A Key, Instrumental Force

Booker T. Jones comes to MPMF.11 armed with new songs and MG’s classics

Sep 20, 2011 at 3:39 pm
click to enlarge Booker T. Jones
Booker T. Jones

It’s hard to imagine a more fantastical introduction to the world of music than Memphis teenager Booker T. Jones experienced in the early 1960s. Jones — a Rock and Roll Hall of Fame member as well as recipient of a Lifetime Achievement Grammy — is one of the headliners for this year’s MidPoint Music Festival. He and his touring band will be doing swingin’ ’60s Booker T. & the MG’s classics as well as selections from Jones’ new album, The Road From Memphis.

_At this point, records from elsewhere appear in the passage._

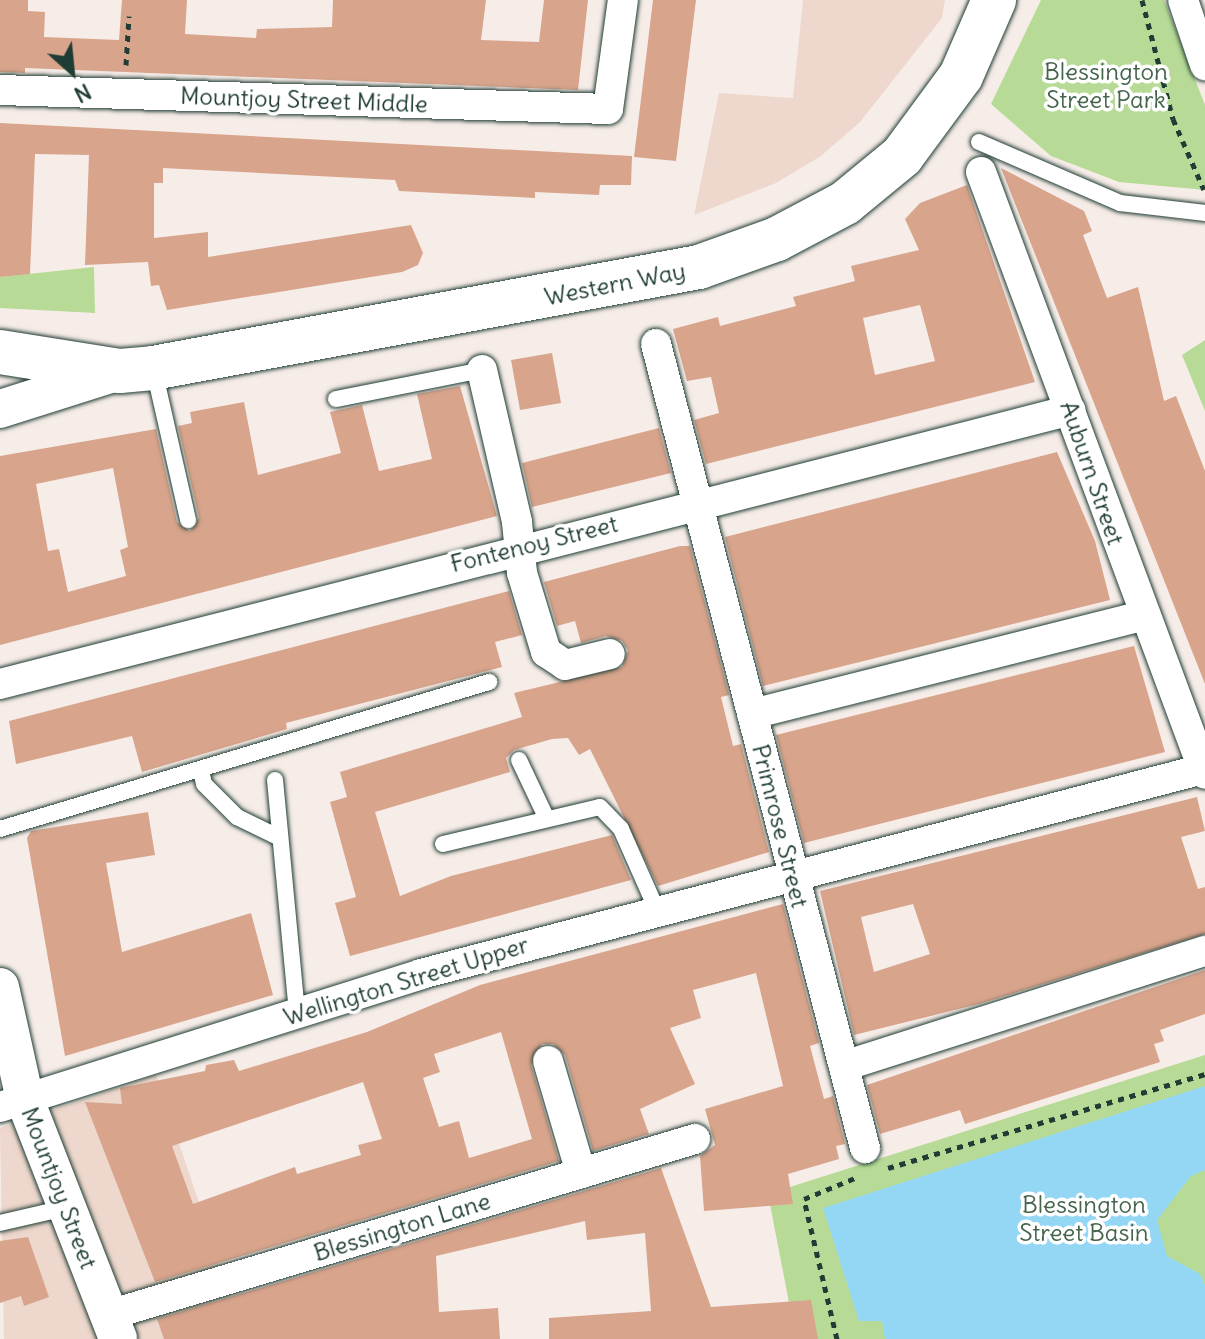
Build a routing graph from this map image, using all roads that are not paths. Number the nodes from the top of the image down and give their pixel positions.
1 (623, 0) edge
2 (994, 0) edge
3 (1183, 0) edge
4 (1205, 65) edge
5 (0, 90) edge
6 (979, 142) dead end
7 (981, 172) dead end
8 (1205, 213) edge
9 (656, 344) dead end
10 (0, 352) edge
11 (137, 370) junction
12 (482, 370) joint
13 (336, 399) dead end
14 (0, 409) edge
15 (1071, 410) junction
16 (694, 504) junction
17 (188, 520) dead end
18 (520, 547) junction
19 (1142, 616) junction
20 (610, 654) dead end
21 (489, 682) dead end
22 (0, 684) edge
23 (752, 714) junction
24 (519, 760) dead end
25 (201, 770) junction
26 (1204, 771) edge
27 (275, 780) dead end
28 (546, 817) junction
29 (0, 829) edge
30 (280, 838) junction
31 (443, 844) dead end
32 (791, 873) junction
33 (656, 908) junction
34 (1205, 951) edge
35 (0, 987) edge
36 (297, 1014) junction
37 (548, 1061) dead end
38 (844, 1066) junction
39 (13, 1104) edge
40 (695, 1139) dead end
41 (866, 1166) road end
42 (581, 1173) junction
43 (65, 1208) junction
44 (0, 1223) edge
45 (114, 1327) edge

1 - 5 street, Mountjoy Street Middle
2 - 11 main road, Western Way
3 - 4 street
6 - 8 lane
7 - 15 street, Auburn Street
9 - 16 street, Primrose Street
10 - 11 main road, Western Way
11 - 14 street, Western Way
11 - 17 lane
12 - 13 lane
12 - 18 street
15 - 16 street, Fontenoy Street
15 - 19 street, Auburn Street
16 - 18 street, Fontenoy Street
16 - 23 street, Primrose Street
18 - 20 street
18 - 22 street, Fontenoy Street
19 - 23 street
19 - 26 street, Auburn Street
21 - 25 lane
23 - 32 street, Primrose Street
24 - 28 lane
25 - 29 lane
25 - 30 lane
26 - 32 street, Wellington Street Upper
27 - 30 lane
28 - 31 lane
28 - 33 lane
30 - 36 lane
32 - 33 street, Wellington Street Upper
32 - 38 street, Primrose Street
33 - 36 street, Wellington Street Upper
34 - 38 street
35 - 39 street, Mountjoy Street
36 - 39 street, Wellington Street Upper
37 - 42 street
38 - 41 street, Primrose Street
39 - 43 street, Mountjoy Street
40 - 42 street, Blessington Lane
42 - 45 street, Blessington Lane
43 - 44 lane
43 - 45 street, Mountjoy Street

By weekday, while still a teen, Jones was at Indiana University studying Classical music composition and theory. On weekends, he’d go back to Memphis to play Hammond B-3 organ and lead his quartet, the MG’s, as the funky, soulful house band for the then-new Stax Records label. Besides supporting the likes of Otis Redding, Carla Thomas, Sam & Dave, Albert King and William Bell, the MG’s turned out their own tightly irresistible instrumental singles in the 1960s, including the classic “Green Onions” (their first release),  “Hang ‘Em High,” “Hip Hug-Her” and “Time Is Tight.”

As if that wasn’t enough, the teenager also found himself invited to New York by the older Quincy Jones (no relation), already a well-respected, important music-industry figure after serving as trumpeter and arranger for such Jazz leaders as Dizzy Gillespie, Lionel Hampton and Cannonball Adderly. Quincy Jones had arranged an organ-based song by Ray Charles, “One Mint Julep,” that was an early inspiration on Booker.

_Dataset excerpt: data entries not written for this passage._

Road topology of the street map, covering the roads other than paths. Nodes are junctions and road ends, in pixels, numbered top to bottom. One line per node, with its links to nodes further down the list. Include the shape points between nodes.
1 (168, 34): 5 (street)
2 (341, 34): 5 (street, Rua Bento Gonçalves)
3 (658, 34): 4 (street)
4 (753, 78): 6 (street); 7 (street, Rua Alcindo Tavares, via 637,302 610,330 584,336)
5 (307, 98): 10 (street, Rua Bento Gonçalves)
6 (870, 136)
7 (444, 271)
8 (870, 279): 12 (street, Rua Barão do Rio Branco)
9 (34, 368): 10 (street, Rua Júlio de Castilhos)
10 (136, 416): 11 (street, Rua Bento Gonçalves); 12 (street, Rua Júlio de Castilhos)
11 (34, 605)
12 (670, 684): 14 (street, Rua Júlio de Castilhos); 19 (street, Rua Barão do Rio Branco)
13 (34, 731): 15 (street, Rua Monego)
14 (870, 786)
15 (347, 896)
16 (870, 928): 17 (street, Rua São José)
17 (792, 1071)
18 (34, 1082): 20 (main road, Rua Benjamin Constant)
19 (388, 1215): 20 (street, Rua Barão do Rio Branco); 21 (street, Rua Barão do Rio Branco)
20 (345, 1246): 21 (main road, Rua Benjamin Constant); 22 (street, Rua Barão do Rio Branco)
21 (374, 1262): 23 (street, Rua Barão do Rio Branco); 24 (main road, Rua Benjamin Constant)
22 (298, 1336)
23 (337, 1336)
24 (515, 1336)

Quincy took Booker T. to clubs to hear Jazz groups like the Thad Jones-Mel Lewis Big Band. And while showing the teenager the world of Jazz, he asked him about the comparatively simple, riff-driven “Green Onions.”

“He thought ‘Green Onions’ was the funkiest thing he’d ever heard,” Jones, now 66, recalls during a phone conversation from his California home. “I think the thing that fascinated Quincy was he had trained himself to become so sophisticated musically, and that we were so raw and unsophisticated. That’s what he liked about it. He would say, ‘How do you get that funk, man?’ For Quincy Jones to ask me a question about anything was amazing.”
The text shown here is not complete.